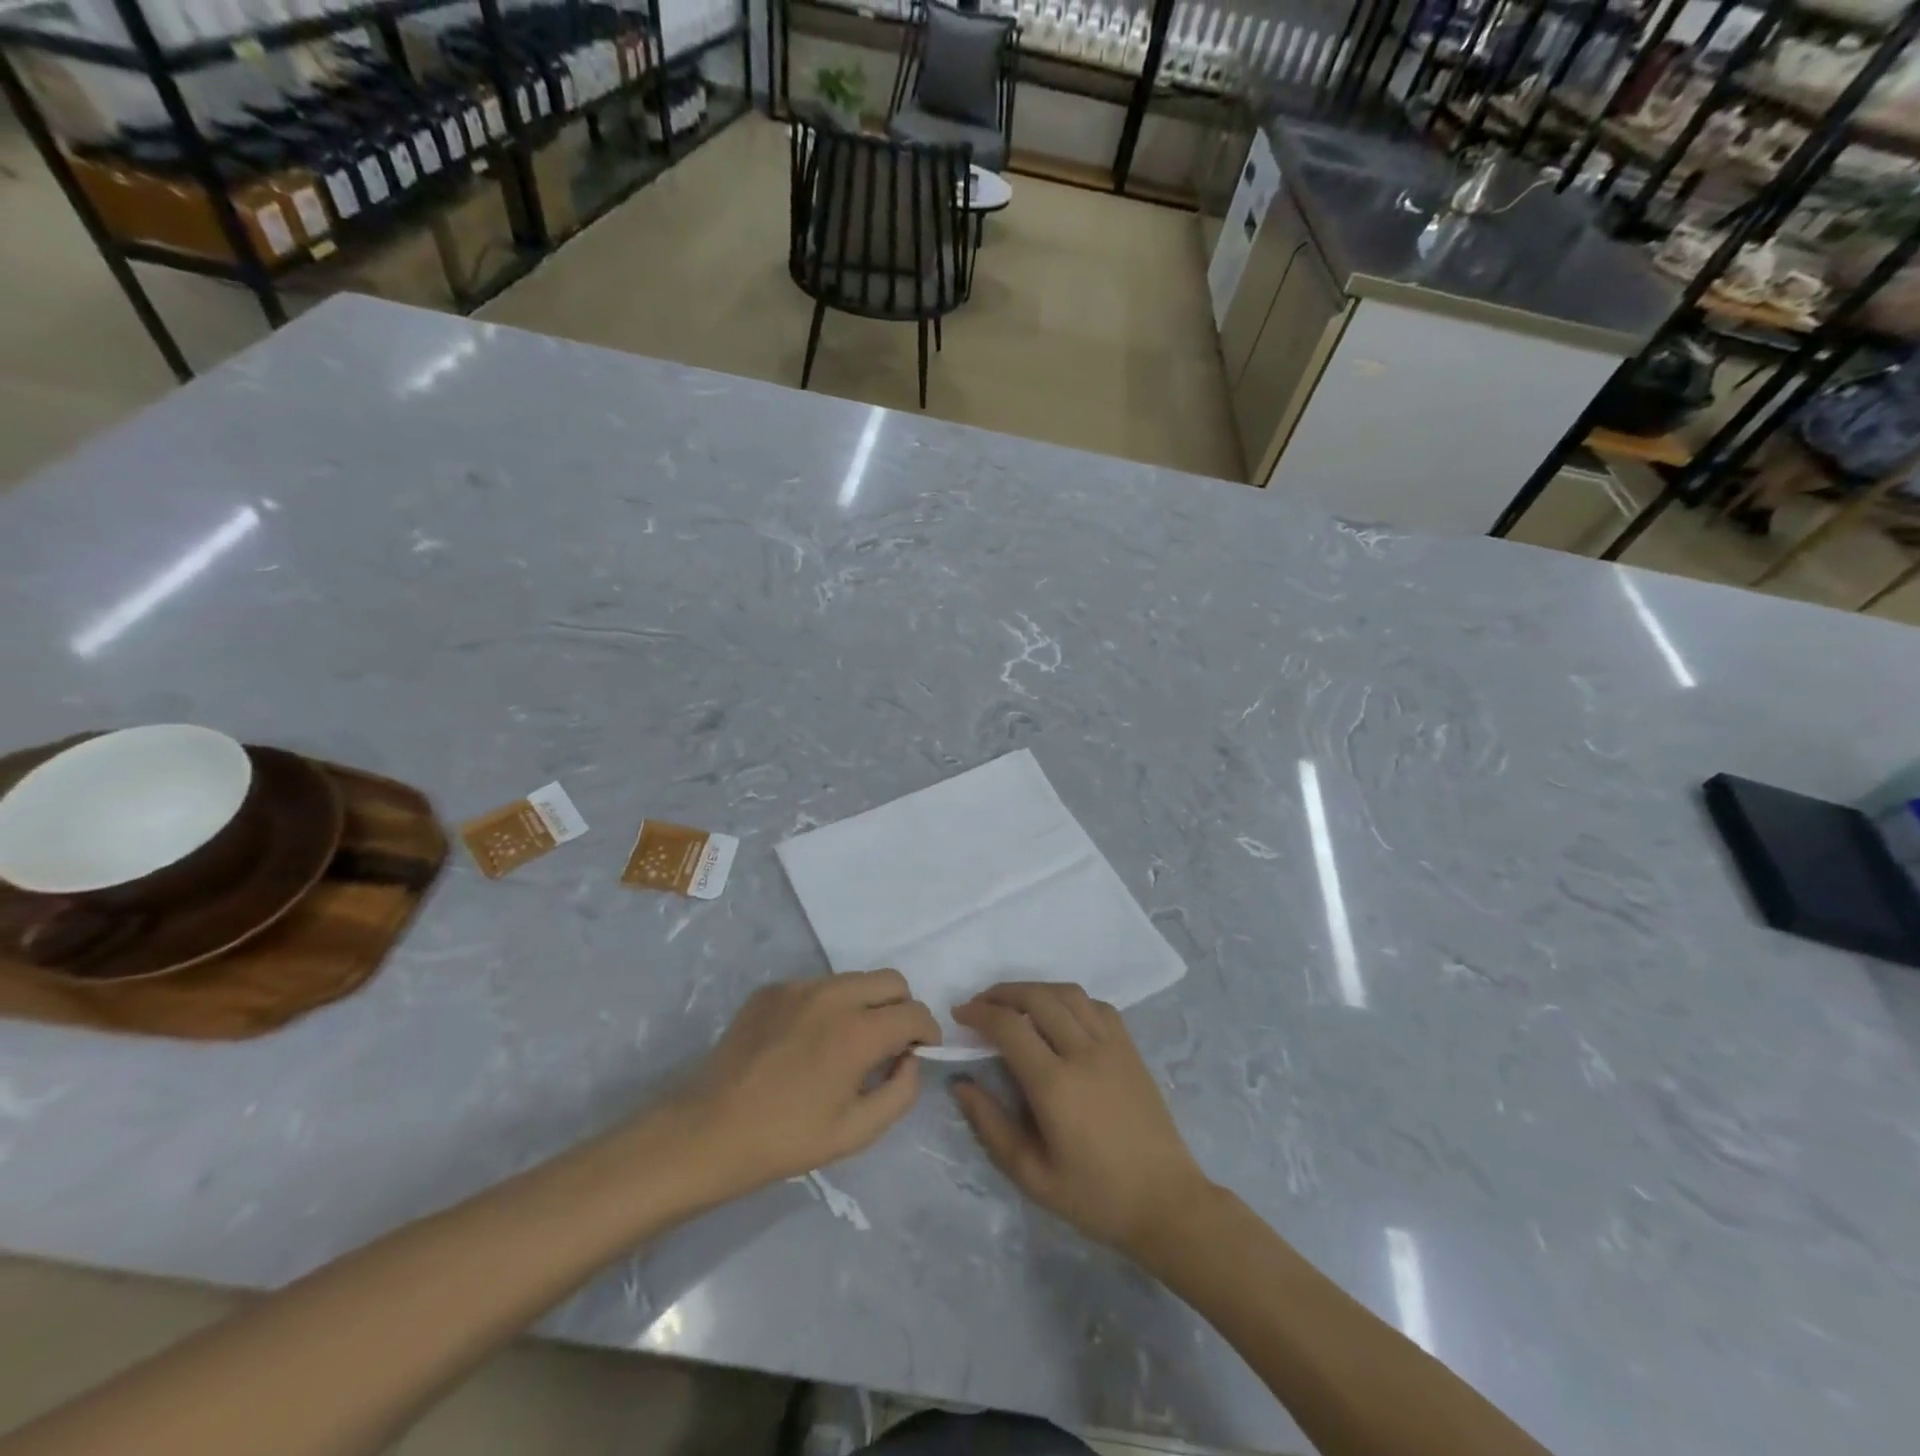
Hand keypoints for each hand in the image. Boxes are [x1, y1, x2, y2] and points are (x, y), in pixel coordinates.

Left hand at [663, 970, 940, 1200]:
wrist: (708, 1130)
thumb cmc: (786, 1139)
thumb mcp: (856, 1132)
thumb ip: (900, 1092)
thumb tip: (910, 1059)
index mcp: (857, 1031)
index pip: (914, 1012)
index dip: (927, 1032)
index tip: (921, 1052)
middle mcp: (832, 996)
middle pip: (891, 980)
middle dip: (902, 1007)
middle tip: (889, 1044)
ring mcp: (799, 987)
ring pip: (854, 979)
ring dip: (866, 1003)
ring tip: (846, 1043)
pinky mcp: (772, 989)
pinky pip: (817, 986)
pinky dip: (828, 1006)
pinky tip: (807, 1041)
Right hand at [951, 982, 1211, 1260]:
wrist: (1165, 1202)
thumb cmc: (1095, 1196)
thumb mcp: (1032, 1175)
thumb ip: (991, 1126)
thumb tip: (961, 1084)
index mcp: (1056, 1085)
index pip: (1010, 1027)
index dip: (980, 1013)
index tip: (960, 1015)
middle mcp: (1083, 1052)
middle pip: (1038, 997)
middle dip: (1003, 992)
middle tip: (981, 1004)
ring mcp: (1112, 1046)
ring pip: (1068, 993)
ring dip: (1036, 989)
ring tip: (1015, 1003)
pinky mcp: (1131, 1048)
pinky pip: (1097, 1005)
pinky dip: (1070, 1000)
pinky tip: (1059, 1015)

* TASK STATEMENT *
Above are entries; state the number of lines among them that contain "middle", and nothing else.

* ANSWER TO THIS TASK *
8